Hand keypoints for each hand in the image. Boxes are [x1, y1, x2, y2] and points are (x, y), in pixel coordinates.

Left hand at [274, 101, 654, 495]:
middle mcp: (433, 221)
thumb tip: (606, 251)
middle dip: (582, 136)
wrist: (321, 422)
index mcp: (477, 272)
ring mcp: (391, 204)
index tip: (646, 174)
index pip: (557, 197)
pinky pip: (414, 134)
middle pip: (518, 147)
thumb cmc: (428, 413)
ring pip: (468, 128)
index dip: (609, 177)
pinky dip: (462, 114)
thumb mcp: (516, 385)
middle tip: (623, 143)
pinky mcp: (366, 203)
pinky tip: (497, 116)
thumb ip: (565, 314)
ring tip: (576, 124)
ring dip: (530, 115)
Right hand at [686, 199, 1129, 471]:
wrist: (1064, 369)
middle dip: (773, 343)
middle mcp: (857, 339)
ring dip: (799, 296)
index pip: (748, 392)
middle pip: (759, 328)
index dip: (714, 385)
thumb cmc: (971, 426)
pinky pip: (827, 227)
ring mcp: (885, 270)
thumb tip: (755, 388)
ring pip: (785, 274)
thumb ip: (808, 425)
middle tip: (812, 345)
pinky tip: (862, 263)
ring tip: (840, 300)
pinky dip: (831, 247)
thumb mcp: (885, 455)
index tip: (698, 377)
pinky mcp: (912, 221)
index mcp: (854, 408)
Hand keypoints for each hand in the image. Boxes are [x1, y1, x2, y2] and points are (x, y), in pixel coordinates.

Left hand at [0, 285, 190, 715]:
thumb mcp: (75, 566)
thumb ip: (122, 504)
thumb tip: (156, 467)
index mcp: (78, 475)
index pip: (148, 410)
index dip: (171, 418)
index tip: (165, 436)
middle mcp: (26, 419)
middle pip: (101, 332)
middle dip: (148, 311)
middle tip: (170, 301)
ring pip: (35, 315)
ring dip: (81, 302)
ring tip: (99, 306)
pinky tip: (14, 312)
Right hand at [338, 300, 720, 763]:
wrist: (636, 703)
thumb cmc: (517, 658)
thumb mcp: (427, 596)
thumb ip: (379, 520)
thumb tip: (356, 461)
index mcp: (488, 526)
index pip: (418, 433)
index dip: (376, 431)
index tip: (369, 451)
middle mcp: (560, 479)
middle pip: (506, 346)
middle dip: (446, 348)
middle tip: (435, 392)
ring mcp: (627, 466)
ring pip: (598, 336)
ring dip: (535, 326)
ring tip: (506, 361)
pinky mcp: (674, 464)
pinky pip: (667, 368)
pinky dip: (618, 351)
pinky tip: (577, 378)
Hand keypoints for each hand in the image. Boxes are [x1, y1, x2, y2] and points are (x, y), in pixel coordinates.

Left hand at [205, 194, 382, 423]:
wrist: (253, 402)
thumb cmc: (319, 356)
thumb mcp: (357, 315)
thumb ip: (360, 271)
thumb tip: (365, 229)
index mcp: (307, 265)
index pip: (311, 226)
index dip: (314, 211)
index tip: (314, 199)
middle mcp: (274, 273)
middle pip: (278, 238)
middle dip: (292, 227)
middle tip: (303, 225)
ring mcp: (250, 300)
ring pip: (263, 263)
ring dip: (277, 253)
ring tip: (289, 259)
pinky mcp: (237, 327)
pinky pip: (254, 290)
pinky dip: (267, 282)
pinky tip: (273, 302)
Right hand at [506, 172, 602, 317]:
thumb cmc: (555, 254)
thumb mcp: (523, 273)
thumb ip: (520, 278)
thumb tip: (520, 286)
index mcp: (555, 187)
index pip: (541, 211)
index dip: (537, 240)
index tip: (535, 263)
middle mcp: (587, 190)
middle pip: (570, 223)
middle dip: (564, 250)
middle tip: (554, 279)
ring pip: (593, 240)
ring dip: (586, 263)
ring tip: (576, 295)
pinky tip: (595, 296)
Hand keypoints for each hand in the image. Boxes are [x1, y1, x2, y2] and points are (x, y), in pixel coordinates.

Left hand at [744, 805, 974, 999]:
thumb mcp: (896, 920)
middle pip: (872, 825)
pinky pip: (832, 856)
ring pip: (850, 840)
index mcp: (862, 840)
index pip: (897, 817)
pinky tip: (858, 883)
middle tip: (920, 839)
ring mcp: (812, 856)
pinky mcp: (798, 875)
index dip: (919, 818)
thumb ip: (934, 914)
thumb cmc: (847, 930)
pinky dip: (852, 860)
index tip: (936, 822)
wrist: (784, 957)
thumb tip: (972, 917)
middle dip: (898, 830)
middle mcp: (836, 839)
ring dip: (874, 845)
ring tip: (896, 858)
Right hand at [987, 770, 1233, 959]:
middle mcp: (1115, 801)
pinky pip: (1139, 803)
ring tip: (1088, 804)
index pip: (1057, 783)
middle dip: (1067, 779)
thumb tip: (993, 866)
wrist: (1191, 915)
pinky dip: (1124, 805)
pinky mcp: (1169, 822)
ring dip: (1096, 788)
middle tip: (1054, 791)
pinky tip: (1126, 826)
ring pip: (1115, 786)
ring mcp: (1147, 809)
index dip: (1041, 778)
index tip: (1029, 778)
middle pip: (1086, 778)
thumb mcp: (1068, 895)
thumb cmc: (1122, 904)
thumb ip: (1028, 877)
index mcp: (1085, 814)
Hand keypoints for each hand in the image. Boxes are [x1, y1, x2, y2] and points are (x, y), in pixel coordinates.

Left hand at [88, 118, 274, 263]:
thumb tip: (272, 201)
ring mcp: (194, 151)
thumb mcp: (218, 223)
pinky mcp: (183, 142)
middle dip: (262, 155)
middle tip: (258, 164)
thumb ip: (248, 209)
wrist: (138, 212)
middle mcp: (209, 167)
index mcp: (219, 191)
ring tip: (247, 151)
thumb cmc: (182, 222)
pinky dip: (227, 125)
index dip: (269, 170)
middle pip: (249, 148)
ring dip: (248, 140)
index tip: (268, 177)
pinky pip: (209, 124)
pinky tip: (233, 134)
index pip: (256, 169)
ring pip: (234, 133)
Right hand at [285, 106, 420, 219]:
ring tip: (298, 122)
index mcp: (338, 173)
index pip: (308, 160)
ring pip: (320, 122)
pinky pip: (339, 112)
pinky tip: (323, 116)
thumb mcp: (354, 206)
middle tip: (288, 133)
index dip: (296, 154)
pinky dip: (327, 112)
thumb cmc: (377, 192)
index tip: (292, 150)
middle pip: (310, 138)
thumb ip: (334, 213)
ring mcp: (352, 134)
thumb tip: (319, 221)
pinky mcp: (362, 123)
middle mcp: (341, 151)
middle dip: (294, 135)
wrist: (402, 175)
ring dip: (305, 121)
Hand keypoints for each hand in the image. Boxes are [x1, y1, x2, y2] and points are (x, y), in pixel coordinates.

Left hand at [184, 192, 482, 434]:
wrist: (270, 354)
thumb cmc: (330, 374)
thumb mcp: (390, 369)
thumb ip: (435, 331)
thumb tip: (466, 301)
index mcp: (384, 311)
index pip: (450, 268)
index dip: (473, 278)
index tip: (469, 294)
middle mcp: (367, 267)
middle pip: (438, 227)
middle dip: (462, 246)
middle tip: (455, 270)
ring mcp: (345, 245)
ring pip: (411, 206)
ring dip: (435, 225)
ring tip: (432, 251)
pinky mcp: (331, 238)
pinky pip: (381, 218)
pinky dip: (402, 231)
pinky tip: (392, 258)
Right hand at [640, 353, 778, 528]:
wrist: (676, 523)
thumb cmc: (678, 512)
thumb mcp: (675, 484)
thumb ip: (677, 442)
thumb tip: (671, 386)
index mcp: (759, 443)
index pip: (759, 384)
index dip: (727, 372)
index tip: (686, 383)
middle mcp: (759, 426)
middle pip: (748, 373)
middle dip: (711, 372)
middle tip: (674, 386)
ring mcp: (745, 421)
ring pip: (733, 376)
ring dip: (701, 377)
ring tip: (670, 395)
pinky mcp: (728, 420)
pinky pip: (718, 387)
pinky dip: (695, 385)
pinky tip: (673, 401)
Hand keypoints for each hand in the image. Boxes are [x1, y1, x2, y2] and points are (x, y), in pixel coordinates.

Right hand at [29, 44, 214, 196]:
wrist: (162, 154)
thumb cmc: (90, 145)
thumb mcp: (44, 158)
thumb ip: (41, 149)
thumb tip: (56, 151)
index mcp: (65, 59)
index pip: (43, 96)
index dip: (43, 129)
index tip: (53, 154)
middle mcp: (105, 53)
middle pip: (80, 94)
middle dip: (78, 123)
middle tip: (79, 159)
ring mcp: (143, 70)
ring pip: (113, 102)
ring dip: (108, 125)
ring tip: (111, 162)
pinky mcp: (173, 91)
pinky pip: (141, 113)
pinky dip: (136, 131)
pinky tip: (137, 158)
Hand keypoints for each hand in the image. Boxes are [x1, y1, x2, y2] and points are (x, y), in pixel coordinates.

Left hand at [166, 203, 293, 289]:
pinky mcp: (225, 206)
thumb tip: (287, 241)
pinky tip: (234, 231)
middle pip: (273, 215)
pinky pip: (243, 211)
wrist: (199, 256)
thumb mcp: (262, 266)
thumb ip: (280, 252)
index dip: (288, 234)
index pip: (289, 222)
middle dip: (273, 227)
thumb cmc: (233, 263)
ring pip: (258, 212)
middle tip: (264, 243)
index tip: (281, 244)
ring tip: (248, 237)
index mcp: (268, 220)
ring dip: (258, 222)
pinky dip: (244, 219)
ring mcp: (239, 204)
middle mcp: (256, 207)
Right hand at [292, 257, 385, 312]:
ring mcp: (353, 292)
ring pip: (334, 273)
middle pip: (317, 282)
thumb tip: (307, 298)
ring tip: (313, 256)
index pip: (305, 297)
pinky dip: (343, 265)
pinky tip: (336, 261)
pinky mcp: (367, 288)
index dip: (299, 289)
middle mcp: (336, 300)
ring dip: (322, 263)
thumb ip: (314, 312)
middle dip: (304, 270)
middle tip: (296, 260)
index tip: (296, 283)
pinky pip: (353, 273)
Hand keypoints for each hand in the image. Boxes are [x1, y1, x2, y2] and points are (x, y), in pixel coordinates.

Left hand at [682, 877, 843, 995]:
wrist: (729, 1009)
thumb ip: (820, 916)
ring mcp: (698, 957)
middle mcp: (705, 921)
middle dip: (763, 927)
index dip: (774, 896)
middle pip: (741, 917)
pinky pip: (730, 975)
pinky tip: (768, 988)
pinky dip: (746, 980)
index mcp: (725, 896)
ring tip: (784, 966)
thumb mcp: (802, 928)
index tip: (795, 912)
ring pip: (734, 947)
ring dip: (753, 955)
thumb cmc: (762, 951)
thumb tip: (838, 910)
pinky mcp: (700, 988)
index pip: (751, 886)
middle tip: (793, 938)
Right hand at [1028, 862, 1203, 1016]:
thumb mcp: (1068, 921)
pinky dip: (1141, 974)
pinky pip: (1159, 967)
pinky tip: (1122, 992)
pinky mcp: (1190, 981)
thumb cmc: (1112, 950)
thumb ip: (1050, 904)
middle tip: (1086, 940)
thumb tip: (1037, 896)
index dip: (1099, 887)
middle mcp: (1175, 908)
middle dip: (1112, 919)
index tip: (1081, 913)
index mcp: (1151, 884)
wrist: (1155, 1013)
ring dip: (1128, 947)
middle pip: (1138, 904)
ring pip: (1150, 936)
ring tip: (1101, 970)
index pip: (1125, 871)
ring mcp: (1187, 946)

§ WHAT TO PRODUCE: Taking the entries above, write out exactly each line from the one holding "thumb tip: (156, 467)" to the one holding "middle dip: (564, 250)", both included, and stop there.

§ SOLUTION TO THE PROBLEM:
thumb tip: (156, 467)
index mcp: (78, 475)
index pip: (148, 410)
index dip: (171, 418)
index tip: (165, 436)
middle mcp: (26, 419)
middle pip: (101, 332)
middle dip: (148, 311)
middle tip: (170, 301)
ring pip: (35, 315)
ring dip: (81, 302)
ring tip: (99, 306)
pinky tip: (14, 312)
Right hand at [338, 300, 720, 763]:
wrist: (636, 703)
thumb cmc: (517, 658)
thumb mcp: (427, 596)
thumb ip: (379, 520)
thumb tip: (356, 461)
index mcp: (488, 526)
index pip: (418, 433)
index dip: (376, 431)
index tip: (369, 451)
middle mcp: (560, 479)
middle pip: (506, 346)
middle dip: (446, 348)
middle tip: (435, 392)
ring mcp: (627, 466)
ring pip: (598, 336)
ring dip: (535, 326)
ring tip: (506, 361)
pinky mcp: (674, 464)
pinky pip: (667, 368)
pinky dip: (618, 351)
pinky tip: (577, 378)
Hand keypoints for each hand in the image. Boxes are [x1, y1, x2, y2] and points are (x, y), in pixel coordinates.

Left hand at [205, 194, 382, 423]:
wrist: (253, 402)
thumb cmc: (319, 356)
thumb mcp: (357, 315)
thumb ip: (360, 271)
thumb tip: (365, 229)
index mcp: (307, 265)
index pip: (311, 226)
index dip: (314, 211)
index tip: (314, 199)
middle mcp: (274, 273)
middle pip: (278, 238)
middle dip: (292, 227)
middle tip: (303, 225)
ring mcp: (250, 300)
ring pip: (263, 263)
ring dip: (277, 253)
ring tip: (289, 259)
pinky mcp: (237, 327)
pinky pip: (254, 290)
pinky dip: (267, 282)
pinky tip: (273, 302)
Right hand at [506, 172, 602, 317]:
thumb cmc: (555, 254)
thumb mcp: (523, 273)
thumb ip: (520, 278)
thumb tip: (520, 286)
index mcp: (555, 187)
index pip: (541, 211)
index dip: (537, 240)
index tip: (535, 263)
middle mcp: (587, 190)
middle pip: (570, 223)
middle dip: (564, 250)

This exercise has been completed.